Work request
Whatever the records below hold, copy it all out exactly.

Records for the exercise
::::::

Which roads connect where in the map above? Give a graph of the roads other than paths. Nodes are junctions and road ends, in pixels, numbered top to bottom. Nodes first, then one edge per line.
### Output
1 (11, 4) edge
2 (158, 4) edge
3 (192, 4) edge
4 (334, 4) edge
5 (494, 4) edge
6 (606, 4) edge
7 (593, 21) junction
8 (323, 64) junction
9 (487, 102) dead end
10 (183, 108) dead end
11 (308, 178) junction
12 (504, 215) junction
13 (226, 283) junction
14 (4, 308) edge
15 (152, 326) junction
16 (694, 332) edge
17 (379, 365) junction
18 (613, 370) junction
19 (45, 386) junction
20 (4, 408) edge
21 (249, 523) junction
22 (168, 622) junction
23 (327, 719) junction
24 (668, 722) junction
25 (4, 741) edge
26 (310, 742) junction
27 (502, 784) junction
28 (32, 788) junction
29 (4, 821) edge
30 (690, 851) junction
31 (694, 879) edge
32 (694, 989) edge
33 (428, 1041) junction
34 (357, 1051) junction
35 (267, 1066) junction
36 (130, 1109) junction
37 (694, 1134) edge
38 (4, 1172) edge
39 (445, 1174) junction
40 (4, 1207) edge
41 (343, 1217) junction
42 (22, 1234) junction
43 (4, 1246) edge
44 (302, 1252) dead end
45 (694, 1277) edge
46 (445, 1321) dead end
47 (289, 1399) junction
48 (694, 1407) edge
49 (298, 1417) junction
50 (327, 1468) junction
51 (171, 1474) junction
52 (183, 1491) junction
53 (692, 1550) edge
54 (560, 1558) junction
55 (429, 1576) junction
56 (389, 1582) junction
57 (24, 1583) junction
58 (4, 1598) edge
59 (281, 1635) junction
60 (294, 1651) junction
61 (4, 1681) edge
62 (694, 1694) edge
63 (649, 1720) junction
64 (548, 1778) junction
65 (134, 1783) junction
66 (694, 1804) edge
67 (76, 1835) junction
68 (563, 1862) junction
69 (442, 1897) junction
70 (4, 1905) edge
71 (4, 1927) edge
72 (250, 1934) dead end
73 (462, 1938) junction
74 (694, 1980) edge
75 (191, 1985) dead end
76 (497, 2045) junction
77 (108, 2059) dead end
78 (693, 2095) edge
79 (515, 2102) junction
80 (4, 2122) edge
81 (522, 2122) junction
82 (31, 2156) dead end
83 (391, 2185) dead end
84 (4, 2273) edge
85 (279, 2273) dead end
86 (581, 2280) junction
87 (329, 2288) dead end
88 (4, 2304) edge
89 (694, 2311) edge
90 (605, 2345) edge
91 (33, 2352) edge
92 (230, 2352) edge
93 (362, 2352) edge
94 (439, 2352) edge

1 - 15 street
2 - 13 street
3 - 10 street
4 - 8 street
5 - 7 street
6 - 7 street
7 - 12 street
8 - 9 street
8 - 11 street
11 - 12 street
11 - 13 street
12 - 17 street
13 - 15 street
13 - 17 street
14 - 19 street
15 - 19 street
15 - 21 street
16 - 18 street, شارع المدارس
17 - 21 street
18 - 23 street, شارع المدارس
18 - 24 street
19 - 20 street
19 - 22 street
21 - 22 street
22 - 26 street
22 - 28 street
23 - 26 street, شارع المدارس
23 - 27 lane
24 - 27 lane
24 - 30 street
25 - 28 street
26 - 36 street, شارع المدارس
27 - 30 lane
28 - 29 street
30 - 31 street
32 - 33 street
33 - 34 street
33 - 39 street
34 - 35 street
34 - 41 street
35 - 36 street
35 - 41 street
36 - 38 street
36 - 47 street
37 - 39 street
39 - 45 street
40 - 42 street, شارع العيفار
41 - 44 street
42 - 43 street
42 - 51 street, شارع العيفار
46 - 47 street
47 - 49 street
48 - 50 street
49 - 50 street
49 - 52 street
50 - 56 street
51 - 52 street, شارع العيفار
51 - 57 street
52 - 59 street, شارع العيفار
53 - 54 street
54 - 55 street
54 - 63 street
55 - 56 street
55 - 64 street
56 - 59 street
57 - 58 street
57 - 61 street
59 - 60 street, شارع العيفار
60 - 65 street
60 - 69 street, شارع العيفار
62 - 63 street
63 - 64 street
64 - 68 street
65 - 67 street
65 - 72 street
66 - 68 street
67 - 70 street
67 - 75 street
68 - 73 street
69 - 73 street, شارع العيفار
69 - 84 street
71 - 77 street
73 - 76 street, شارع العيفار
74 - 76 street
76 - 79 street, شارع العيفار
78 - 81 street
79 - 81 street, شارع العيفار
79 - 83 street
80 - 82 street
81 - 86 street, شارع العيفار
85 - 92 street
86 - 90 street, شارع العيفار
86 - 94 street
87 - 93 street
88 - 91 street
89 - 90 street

::::::

Written solution
Which roads connect where in the map above? Give a graph of the roads other than paths. Nodes are junctions and road ends, in pixels, numbered top to bottom. Nodes first, then one edge per line.
### Output
1 (11, 4) edge
2 (158, 4) edge
3 (192, 4) edge
4 (334, 4) edge
5 (494, 4) edge
6 (606, 4) edge
7 (593, 21) junction
8 (323, 64) junction
9 (487, 102) dead end
10 (183, 108) dead end
11 (308, 178) junction
12 (504, 215) junction
13 (226, 283) junction
14 (4, 308) edge
15 (152, 326) junction
16 (694, 332) edge
17 (379, 365) junction
18 (613, 370) junction
19 (45, 386) junction
20 (4, 408) edge
21 (249, 523) junction
22 (168, 622) junction
23 (327, 719) junction
24 (668, 722) junction
25 (4, 741) edge
26 (310, 742) junction
27 (502, 784) junction
28 (32, 788) junction
29 (4, 821) edge
30 (690, 851) junction
31 (694, 879) edge
32 (694, 989) edge
33 (428, 1041) junction
34 (357, 1051) junction
35 (267, 1066) junction
36 (130, 1109) junction
37 (694, 1134) edge
38 (4, 1172) edge
39 (445, 1174) junction
40 (4, 1207) edge
41 (343, 1217) junction
42 (22, 1234) junction
43 (4, 1246) edge
44 (302, 1252) dead end
45 (694, 1277) edge
46 (445, 1321) dead end
47 (289, 1399) junction
48 (694, 1407) edge
49 (298, 1417) junction
50 (327, 1468) junction
51 (171, 1474) junction
52 (183, 1491) junction
53 (692, 1550) edge
54 (560, 1558) junction
55 (429, 1576) junction
56 (389, 1582) junction
57 (24, 1583) junction
58 (4, 1598) edge
59 (281, 1635) junction
60 (294, 1651) junction
61 (4, 1681) edge
62 (694, 1694) edge
63 (649, 1720) junction
64 (548, 1778) junction
65 (134, 1783) junction
66 (694, 1804) edge
67 (76, 1835) junction
68 (563, 1862) junction
69 (442, 1897) junction
70 (4, 1905) edge
71 (4, 1927) edge
72 (250, 1934) dead end
73 (462, 1938) junction
74 (694, 1980) edge
75 (191, 1985) dead end
76 (497, 2045) junction
77 (108, 2059) dead end
78 (693, 2095) edge
79 (515, 2102) junction
80 (4, 2122) edge
81 (522, 2122) junction
82 (31, 2156) dead end
83 (391, 2185) dead end
84 (4, 2273) edge
85 (279, 2273) dead end
86 (581, 2280) junction
87 (329, 2288) dead end
88 (4, 2304) edge
89 (694, 2311) edge
90 (605, 2345) edge
91 (33, 2352) edge
92 (230, 2352) edge
93 (362, 2352) edge
94 (439, 2352) edge

1 - 15 street
2 - 13 street
3 - 10 street
4 - 8 street
5 - 7 street
6 - 7 street
7 - 12 street
8 - 9 street
8 - 11 street
11 - 12 street
11 - 13 street
12 - 17 street
13 - 15 street
13 - 17 street
14 - 19 street
15 - 19 street
15 - 21 street
16 - 18 street, شارع المدارس
17 - 21 street
18 - 23 street, شارع المدارس
18 - 24 street
19 - 20 street
19 - 22 street
21 - 22 street
22 - 26 street
22 - 28 street
23 - 26 street, شارع المدارس
23 - 27 lane
24 - 27 lane
24 - 30 street
25 - 28 street
26 - 36 street, شارع المدارس
27 - 30 lane
28 - 29 street
30 - 31 street
32 - 33 street
33 - 34 street
33 - 39 street
34 - 35 street
34 - 41 street
35 - 36 street
35 - 41 street
36 - 38 street
36 - 47 street
37 - 39 street
39 - 45 street
40 - 42 street, شارع العيفار
41 - 44 street
42 - 43 street
42 - 51 street, شارع العيفار
46 - 47 street
47 - 49 street
48 - 50 street
49 - 50 street
49 - 52 street
50 - 56 street
51 - 52 street, شارع العيفار
51 - 57 street
52 - 59 street, شارع العيفار
53 - 54 street
54 - 55 street
54 - 63 street
55 - 56 street
55 - 64 street
56 - 59 street
57 - 58 street
57 - 61 street
59 - 60 street, شارع العيفار
60 - 65 street
60 - 69 street, شارع العيفار
62 - 63 street
63 - 64 street
64 - 68 street
65 - 67 street
65 - 72 street
66 - 68 street
67 - 70 street
67 - 75 street
68 - 73 street
69 - 73 street, شارع العيفار
69 - 84 street
71 - 77 street
73 - 76 street, شارع العيفار
74 - 76 street
76 - 79 street, شارع العيفار
78 - 81 street
79 - 81 street, شارع العيفار
79 - 83 street
80 - 82 street
81 - 86 street, شارع العيفار
85 - 92 street
86 - 90 street, شارع العيفار
86 - 94 street
87 - 93 street
88 - 91 street
89 - 90 street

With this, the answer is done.